The contactin rig-6 transiently promotes GABA neuron remodeling with a sustained impact on male mating behavior in C. elegans

Abstract

Changes in neuronal and synaptic wiring contribute to neurological variations including autism, schizophrenia, and major depressive disorder. Many developmental axon guidance cues, postsynaptic receptors, and other downstream molecular mechanisms govern axon and neurite extension required for circuit formation. Plasticity after development can include remodeling of neuron morphology and synapses to modify circuits and change behavior, but the signals and molecular mechanisms that regulate neurite remodeling after development are not well defined. We previously found that the synaptic adhesion molecules neurexin (nrx-1) and neuroligin (nlg-1) are required for adulthood remodeling of the GABAergic DVB neuron in male C. elegans. Here, we identify a role for the conserved contactin (CNTN1-6) gene, rig-6, in DVB neuron remodeling. We find that rig-6 is expressed in the male DVB neuron during development, with decreasing expression in adulthood. rig-6 mutants have reduced DVB neurite length and reduced time to spicule protraction only at day 1 of adulthood, which can be rescued by expression of the RIG-6d isoform in the DVB neuron.
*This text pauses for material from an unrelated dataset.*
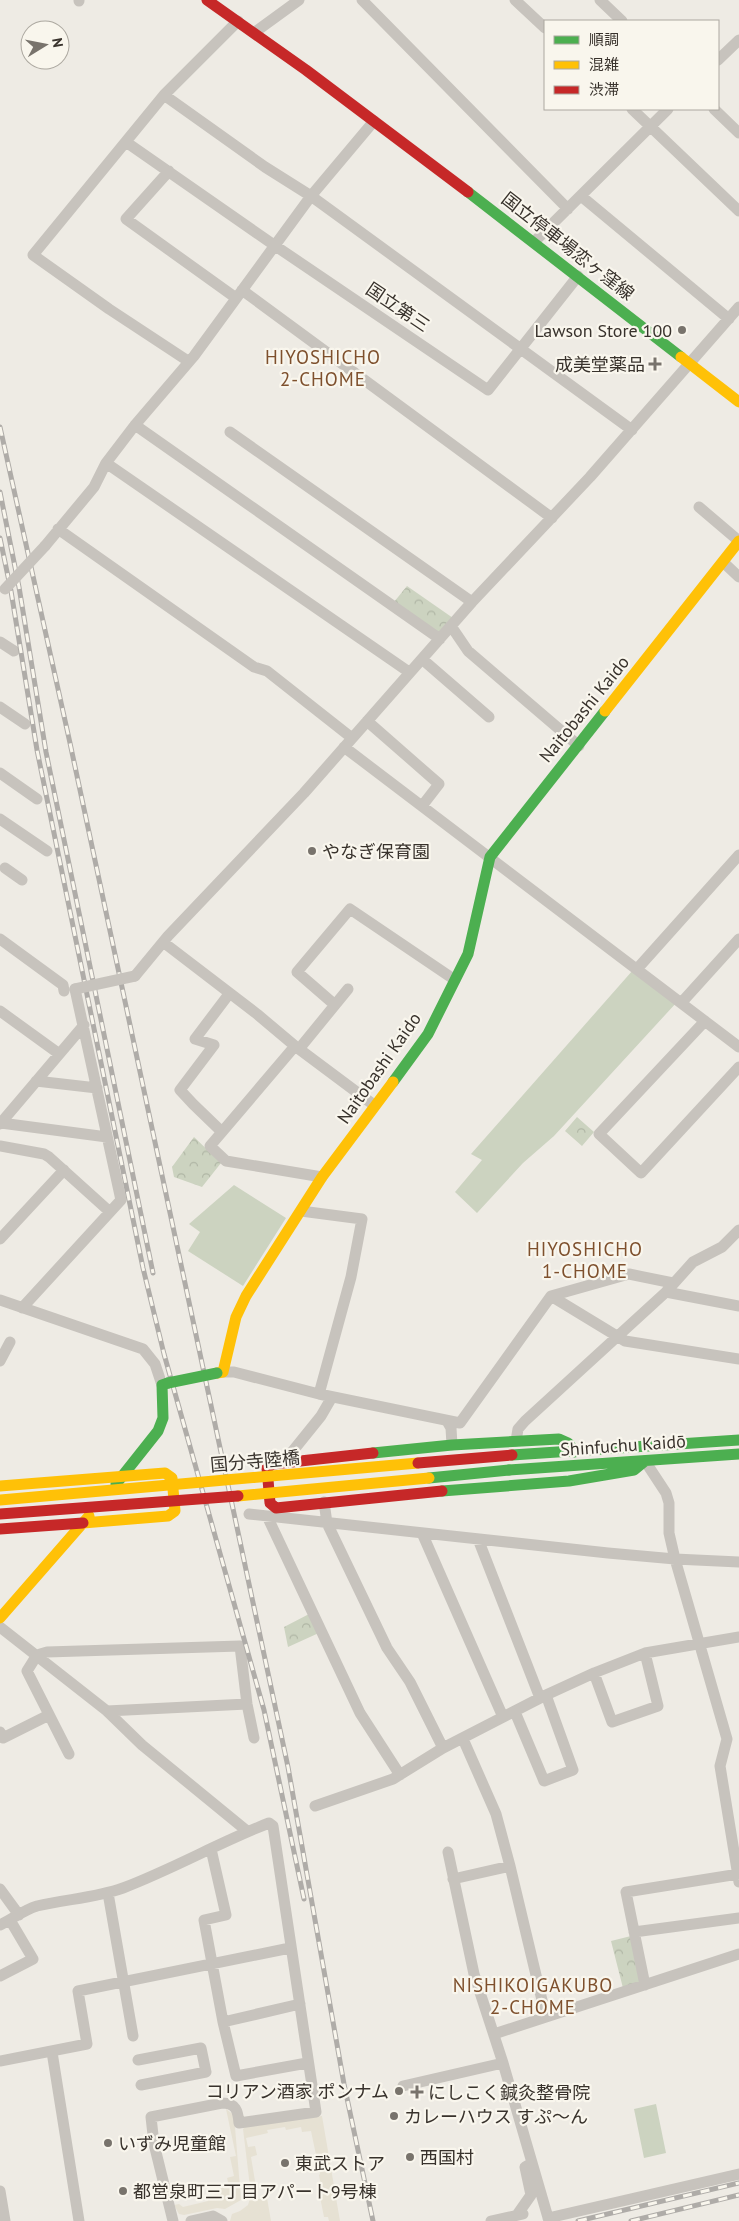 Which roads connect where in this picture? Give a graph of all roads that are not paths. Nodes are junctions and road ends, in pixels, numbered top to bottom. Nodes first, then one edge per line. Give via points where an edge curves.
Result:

Loss of rig-6 reduces male mating efficiency at days 1 and 3, due to reduced ability to coordinate spicule protraction, required for sperm transfer. This demonstrates a dramatic and sustained impact of rig-6 and early DVB remodeling on adult male mating. This work provides insight into the temporal roles of genes and molecular mechanisms that function in GABAergic neuronal and behavioral plasticity, confirming careful orchestration of mechanisms that permit and promote neurite outgrowth after development.